What you should do: Up to and including the line that holds "ctx.font = font", print the data exactly from its first line; do not print the pictures.

Records:
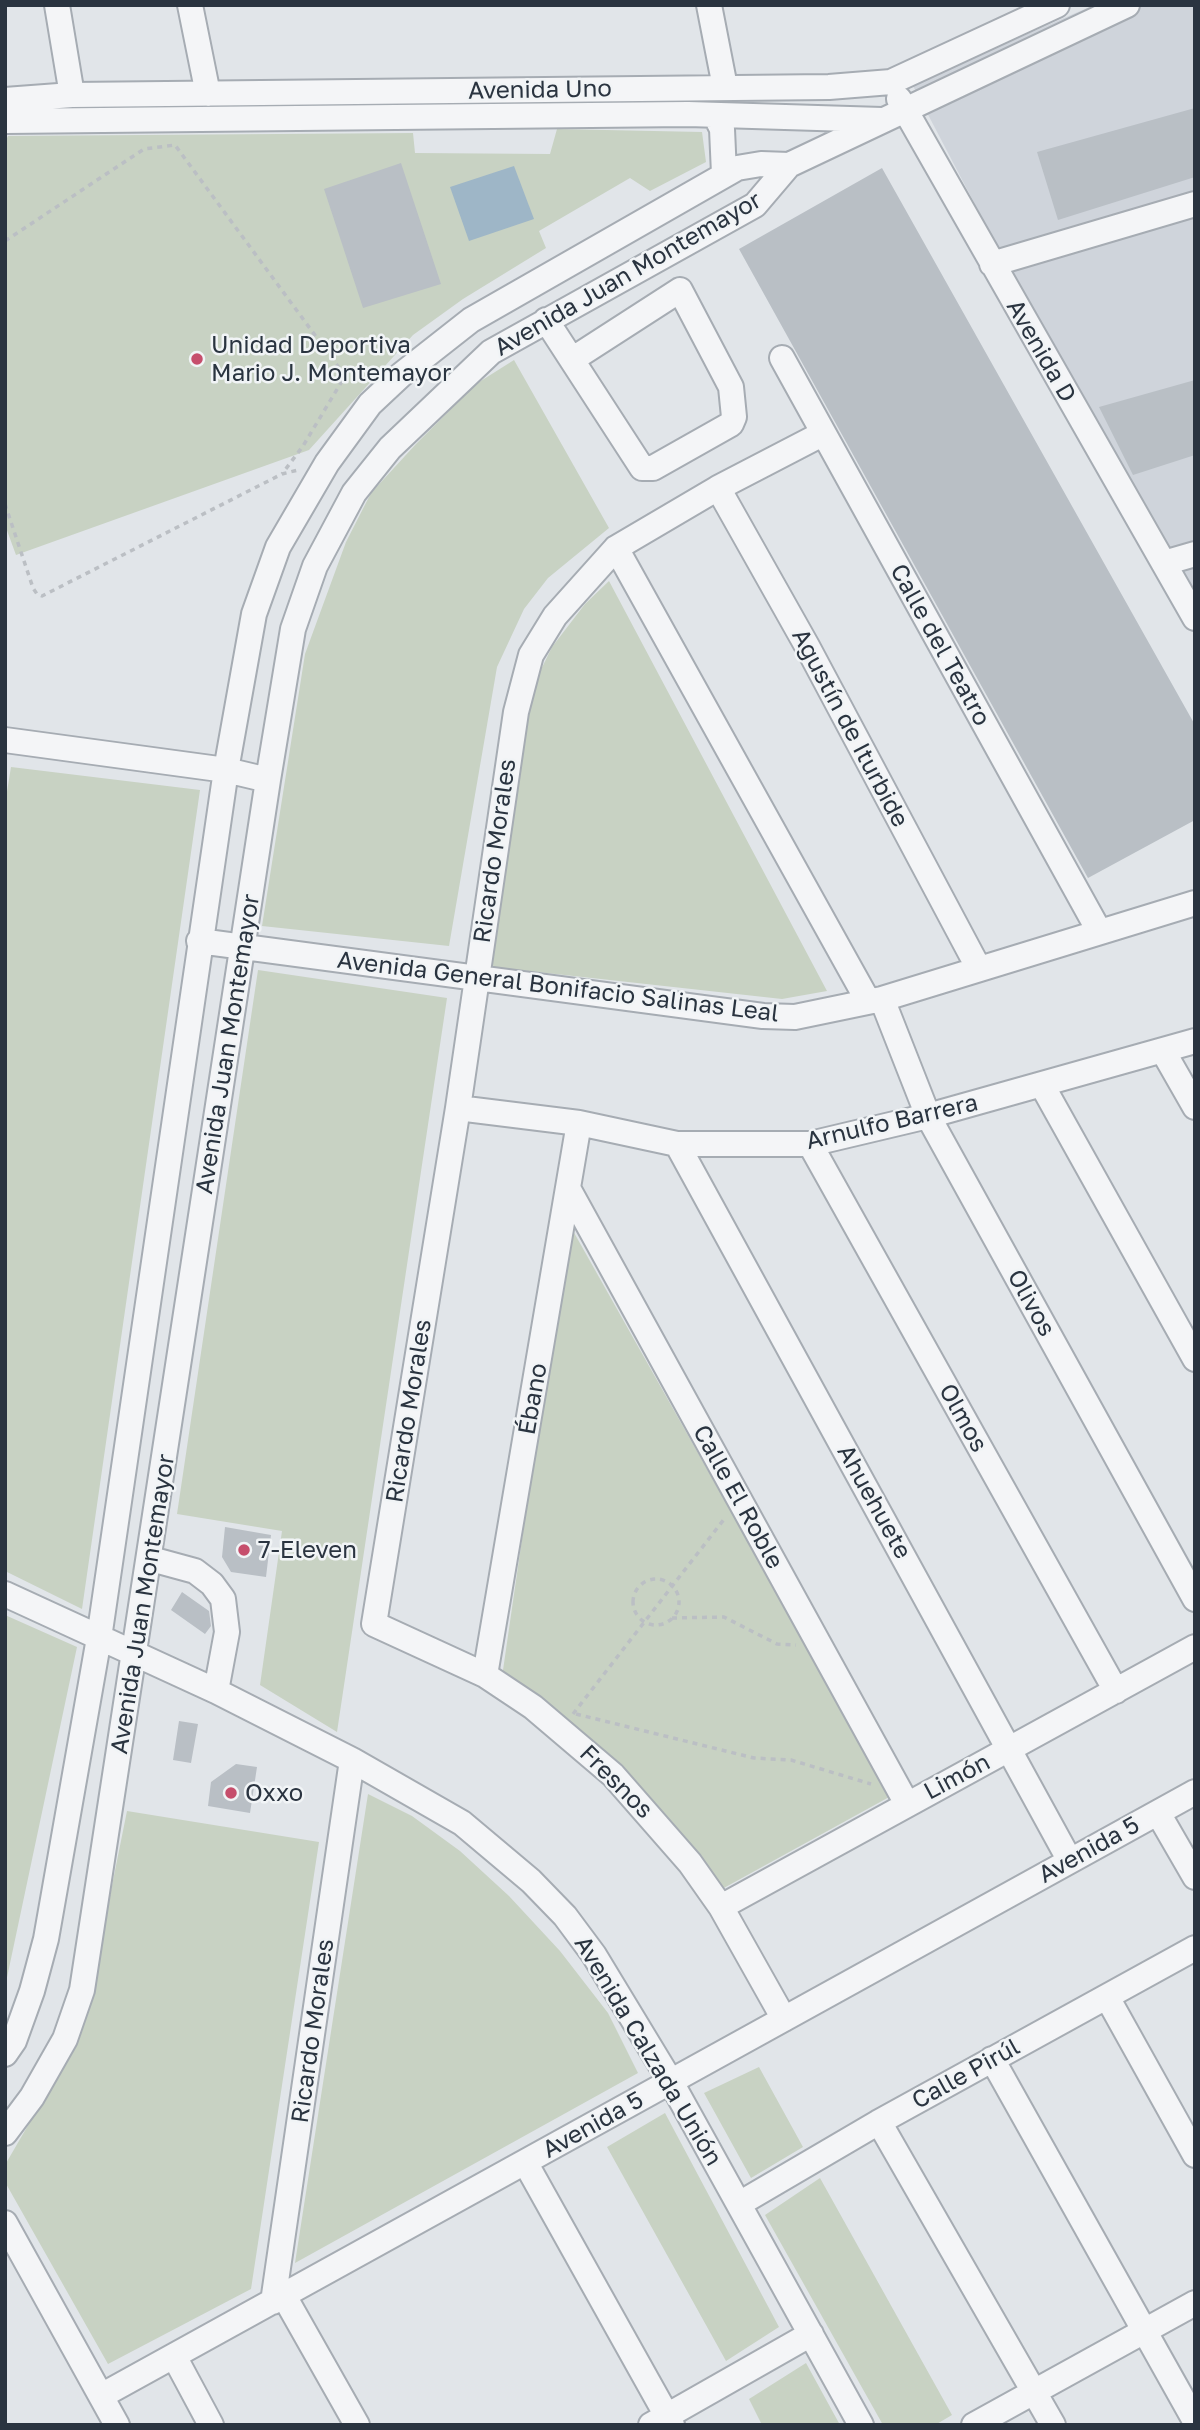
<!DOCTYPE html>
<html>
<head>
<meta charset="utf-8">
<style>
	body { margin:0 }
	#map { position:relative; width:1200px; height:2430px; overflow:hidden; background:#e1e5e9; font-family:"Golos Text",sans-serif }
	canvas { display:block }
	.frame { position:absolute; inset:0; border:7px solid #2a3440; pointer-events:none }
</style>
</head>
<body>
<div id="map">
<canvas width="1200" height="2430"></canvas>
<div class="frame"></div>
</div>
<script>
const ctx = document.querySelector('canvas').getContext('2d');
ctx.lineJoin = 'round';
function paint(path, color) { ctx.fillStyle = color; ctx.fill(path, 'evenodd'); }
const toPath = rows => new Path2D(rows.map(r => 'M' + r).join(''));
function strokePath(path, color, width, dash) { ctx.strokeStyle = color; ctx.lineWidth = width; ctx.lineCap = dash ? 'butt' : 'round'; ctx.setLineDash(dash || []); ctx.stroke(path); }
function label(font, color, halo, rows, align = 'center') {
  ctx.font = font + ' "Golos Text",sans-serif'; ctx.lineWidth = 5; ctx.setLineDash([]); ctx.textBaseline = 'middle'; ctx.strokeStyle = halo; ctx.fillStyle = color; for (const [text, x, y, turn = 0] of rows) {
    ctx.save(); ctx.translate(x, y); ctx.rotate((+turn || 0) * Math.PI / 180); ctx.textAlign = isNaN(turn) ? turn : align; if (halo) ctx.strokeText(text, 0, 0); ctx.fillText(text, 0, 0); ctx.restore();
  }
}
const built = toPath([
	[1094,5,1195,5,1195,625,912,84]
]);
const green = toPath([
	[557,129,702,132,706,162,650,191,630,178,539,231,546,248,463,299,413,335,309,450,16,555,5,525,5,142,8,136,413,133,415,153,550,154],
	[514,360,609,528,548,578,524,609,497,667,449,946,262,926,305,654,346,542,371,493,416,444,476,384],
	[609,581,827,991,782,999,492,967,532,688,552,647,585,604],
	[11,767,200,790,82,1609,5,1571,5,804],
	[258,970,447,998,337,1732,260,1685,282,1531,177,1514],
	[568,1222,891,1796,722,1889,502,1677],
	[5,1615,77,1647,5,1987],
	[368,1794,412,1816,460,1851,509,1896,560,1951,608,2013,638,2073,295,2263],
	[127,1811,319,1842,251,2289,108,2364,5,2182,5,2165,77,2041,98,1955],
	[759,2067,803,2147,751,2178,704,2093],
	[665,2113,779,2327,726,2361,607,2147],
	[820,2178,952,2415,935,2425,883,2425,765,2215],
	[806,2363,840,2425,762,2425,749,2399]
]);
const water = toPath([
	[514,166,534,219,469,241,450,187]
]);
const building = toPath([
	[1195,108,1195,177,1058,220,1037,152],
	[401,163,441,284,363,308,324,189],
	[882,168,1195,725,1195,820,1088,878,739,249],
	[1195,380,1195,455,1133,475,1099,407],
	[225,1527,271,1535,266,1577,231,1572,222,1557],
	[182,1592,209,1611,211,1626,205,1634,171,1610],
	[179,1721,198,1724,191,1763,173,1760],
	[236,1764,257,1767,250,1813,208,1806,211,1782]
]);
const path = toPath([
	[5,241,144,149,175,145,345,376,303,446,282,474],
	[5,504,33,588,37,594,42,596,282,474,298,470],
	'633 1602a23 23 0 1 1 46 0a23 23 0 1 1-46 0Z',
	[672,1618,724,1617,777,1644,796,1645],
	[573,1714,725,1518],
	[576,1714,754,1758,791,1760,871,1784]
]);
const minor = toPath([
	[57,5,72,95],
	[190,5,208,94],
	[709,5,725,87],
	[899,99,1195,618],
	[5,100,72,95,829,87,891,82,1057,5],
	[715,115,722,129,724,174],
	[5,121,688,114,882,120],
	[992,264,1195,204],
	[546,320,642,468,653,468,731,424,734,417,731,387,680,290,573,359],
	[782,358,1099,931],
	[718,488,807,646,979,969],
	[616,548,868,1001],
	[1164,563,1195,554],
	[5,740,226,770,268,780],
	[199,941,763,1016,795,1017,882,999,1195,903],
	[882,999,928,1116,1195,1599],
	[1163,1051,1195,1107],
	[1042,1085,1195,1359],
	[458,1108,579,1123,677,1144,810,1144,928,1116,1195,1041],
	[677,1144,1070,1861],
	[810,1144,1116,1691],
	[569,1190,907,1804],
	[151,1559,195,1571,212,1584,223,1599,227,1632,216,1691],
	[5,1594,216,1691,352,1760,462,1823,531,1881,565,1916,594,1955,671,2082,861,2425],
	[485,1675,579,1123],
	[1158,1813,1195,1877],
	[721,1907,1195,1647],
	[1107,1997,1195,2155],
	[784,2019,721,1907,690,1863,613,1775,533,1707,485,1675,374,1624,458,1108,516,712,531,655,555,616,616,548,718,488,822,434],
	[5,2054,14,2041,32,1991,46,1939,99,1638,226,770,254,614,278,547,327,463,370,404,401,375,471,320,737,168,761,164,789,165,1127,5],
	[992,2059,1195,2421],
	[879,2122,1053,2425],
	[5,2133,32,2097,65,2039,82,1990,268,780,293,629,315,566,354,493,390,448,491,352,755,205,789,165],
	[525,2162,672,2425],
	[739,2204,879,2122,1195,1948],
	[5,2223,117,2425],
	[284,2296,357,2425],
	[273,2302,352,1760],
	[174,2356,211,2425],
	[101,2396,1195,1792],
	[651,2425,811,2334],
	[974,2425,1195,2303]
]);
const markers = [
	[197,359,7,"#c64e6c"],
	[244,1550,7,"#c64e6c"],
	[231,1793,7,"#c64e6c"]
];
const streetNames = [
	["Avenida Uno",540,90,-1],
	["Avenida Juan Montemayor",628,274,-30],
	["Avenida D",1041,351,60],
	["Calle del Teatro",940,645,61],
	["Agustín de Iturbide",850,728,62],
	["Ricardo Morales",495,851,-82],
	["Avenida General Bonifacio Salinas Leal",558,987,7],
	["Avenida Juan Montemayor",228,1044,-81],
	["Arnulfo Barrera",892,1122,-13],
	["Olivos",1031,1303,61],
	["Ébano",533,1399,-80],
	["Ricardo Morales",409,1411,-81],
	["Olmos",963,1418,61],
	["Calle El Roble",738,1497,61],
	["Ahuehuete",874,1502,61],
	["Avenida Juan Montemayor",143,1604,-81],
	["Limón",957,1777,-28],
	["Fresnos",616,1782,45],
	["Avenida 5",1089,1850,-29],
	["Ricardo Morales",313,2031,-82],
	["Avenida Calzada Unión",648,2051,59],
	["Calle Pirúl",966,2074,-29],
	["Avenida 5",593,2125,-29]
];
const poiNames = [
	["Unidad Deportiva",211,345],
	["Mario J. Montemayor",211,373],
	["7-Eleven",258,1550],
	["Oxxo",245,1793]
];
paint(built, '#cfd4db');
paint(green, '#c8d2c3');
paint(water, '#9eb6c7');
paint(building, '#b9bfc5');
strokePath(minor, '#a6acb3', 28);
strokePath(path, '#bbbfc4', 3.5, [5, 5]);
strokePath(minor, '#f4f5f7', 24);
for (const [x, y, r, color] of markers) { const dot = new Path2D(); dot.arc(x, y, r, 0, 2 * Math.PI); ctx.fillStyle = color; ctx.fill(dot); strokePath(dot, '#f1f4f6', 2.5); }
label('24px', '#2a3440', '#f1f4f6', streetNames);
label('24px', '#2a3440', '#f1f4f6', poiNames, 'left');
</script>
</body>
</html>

Answer to the problem:
<!DOCTYPE html>
<html>
<head>
<meta charset="utf-8">
<style>
	body { margin:0 }
	#map { position:relative; width:1200px; height:2430px; overflow:hidden; background:#e1e5e9; font-family:"Golos Text",sans-serif }
	canvas { display:block }
	.frame { position:absolute; inset:0; border:7px solid #2a3440; pointer-events:none }
</style>
</head>
<body>
<div id="map">
<canvas width="1200" height="2430"></canvas>
<div class="frame"></div>
</div>
<script>
const ctx = document.querySelector('canvas').getContext('2d');
ctx.lineJoin = 'round';
function paint(path, color) { ctx.fillStyle = color; ctx.fill(path, 'evenodd'); }
const toPath = rows => new Path2D(rows.map(r => 'M' + r).join(''));
function strokePath(path, color, width, dash) { ctx.strokeStyle = color; ctx.lineWidth = width; ctx.lineCap = dash ? 'butt' : 'round'; ctx.setLineDash(dash || []); ctx.stroke(path); }
function label(font, color, halo, rows, align = 'center') {
  ctx.font = font + ' "Golos Text",sans-serif'; ctx.lineWidth = 5; ctx.setLineDash([]); ctx.textBaseline = 'middle'; ctx.strokeStyle = halo; ctx.fillStyle = color; for (const [text, x, y, turn = 0] of rows) {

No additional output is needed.